To test the discrimination performance of listeners, we carried out five one-tailed t-tests testing whether the A’ group mean is significantly greater than 0.5 (A’ chance level); one test was performed for each group (Bernoulli corrected alpha level was 0.01; 0.05/5). The results are summarized in Table 2.
Table 2: Results from five one-sample t-tests (one in each row) comparing each group’s A’ mean against 0.5 (A’ chance level).

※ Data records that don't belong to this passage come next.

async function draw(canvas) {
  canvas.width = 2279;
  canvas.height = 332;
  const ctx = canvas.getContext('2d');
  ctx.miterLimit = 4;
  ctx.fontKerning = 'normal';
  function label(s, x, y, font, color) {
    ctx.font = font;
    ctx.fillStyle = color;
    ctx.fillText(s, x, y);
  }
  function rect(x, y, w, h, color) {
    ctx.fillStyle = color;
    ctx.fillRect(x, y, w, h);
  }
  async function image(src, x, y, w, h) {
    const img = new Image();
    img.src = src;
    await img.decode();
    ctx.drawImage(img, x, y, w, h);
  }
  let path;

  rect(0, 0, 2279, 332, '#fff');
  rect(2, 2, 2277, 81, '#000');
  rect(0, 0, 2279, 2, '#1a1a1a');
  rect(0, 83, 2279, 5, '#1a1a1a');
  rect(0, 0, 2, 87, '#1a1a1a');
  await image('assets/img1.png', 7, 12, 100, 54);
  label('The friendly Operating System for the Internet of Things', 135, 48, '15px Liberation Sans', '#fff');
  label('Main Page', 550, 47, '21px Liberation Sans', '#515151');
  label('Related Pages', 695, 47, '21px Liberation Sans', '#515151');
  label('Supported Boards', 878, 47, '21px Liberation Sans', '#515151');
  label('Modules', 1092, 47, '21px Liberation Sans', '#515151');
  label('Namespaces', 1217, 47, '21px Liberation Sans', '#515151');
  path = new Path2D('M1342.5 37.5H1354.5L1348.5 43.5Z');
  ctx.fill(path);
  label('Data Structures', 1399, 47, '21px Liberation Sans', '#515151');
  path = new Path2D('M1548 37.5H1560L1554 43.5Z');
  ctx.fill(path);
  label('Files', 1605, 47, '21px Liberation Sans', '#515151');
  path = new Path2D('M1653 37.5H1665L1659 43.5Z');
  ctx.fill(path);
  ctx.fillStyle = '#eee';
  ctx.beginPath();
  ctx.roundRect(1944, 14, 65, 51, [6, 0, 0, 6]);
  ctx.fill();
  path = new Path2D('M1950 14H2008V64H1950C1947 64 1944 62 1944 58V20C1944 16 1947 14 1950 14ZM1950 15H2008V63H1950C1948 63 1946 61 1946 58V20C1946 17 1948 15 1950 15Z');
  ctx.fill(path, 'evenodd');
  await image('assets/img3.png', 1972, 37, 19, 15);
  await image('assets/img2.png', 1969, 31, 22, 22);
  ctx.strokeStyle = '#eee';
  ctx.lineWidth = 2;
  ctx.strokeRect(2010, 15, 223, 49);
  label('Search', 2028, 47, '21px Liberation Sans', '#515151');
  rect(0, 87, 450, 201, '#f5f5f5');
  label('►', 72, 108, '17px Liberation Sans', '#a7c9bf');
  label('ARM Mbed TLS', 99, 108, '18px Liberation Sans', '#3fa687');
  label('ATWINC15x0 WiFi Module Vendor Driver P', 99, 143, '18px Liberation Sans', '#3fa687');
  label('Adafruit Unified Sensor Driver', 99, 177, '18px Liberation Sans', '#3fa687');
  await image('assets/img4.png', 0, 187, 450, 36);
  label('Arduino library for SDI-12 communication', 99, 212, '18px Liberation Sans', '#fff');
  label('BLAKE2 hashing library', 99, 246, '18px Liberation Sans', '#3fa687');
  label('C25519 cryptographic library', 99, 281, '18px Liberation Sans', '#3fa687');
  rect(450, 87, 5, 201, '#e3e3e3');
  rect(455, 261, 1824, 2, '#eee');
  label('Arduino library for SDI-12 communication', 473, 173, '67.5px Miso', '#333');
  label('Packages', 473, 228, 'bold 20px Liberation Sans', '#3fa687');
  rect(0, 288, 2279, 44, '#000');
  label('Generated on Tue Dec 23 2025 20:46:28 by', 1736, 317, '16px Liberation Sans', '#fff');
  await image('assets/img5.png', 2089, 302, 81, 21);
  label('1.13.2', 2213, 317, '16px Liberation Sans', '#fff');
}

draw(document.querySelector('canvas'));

| Group | mean A’ | df | t | p |
|---|---|---|---|---|
| English Japanese | 0.8 | 5 | 5.23 | 0.001** |
| English French | 0.59 | 11 | 1.82 | 0.048 |
| French Japanese | 0.59 | 11 | 1.59 | 0.07 |
| Japanese Spanish | 0.59 | 11 | 1.49 | 0.081 |
| French Spanish | 0.48 | 11 | -0.43 | 0.66 |
It is apparent from Table 2 that only the English-Japanese listener group revealed a highly significant performance above chance level. All other listener groups performed insignificantly above chance. The between-rhythm class comparisons (English-French, French-Japanese, Japanese-Spanish) did not reach a significant performance, however their p-level showed some tendency to reach a non-Bernoulli corrected alpha level of 0.05 (in the case of English-French even slightly below). It is possible but unclear whether larger group sizes might have led to significant effects. But also in such cases the magnitude of the effects would have been likely to be very small which means that the performance would need to be interpreted as poor, significant or not. The within-rhythm class comparison, French-Spanish, must be regarded as impossible to solve for the listener group.
3.3. Discussion
The results from this experiment are clear. Swiss listeners that were shown to reveal identical and better performance than their French peers (Ramus & Mehler, 1999) in English-Japanese discrimination based on flat sasasa speech failed to do so for typical between-rhythm class contrast English-French and are equally poor on the other between-class contrasts, French-Japanese and Spanish-Japanese. This data shows that Swiss listeners were able to distinguish between some within-class contrasts (English-Japanese) but not between other canonical contrasts like English and French for which our expectation was high. This data thus calls into question the belief that languages reveal duration characteristics of their rhythm class, which listeners might use to distinguish between them. We have provided evidence from three between-class contrasts (English-French, English-Japanese and Japanese-Spanish) for which listeners showed no discrimination sensitivity in flat sasasa. This was particularly surprising for the Japanese-Spanish contrast for which we would have expected a high discrimination performance because of the mixed cues to stress- and syllable-timing in Spanish. In summary, our data provided more evidence in support of White et al.’s (2012) view that languages from different rhythm classes cannot be distinguished any better based on durational cues than languages of the same rhythm class; hence our evidence does not support the class distinction hypothesis.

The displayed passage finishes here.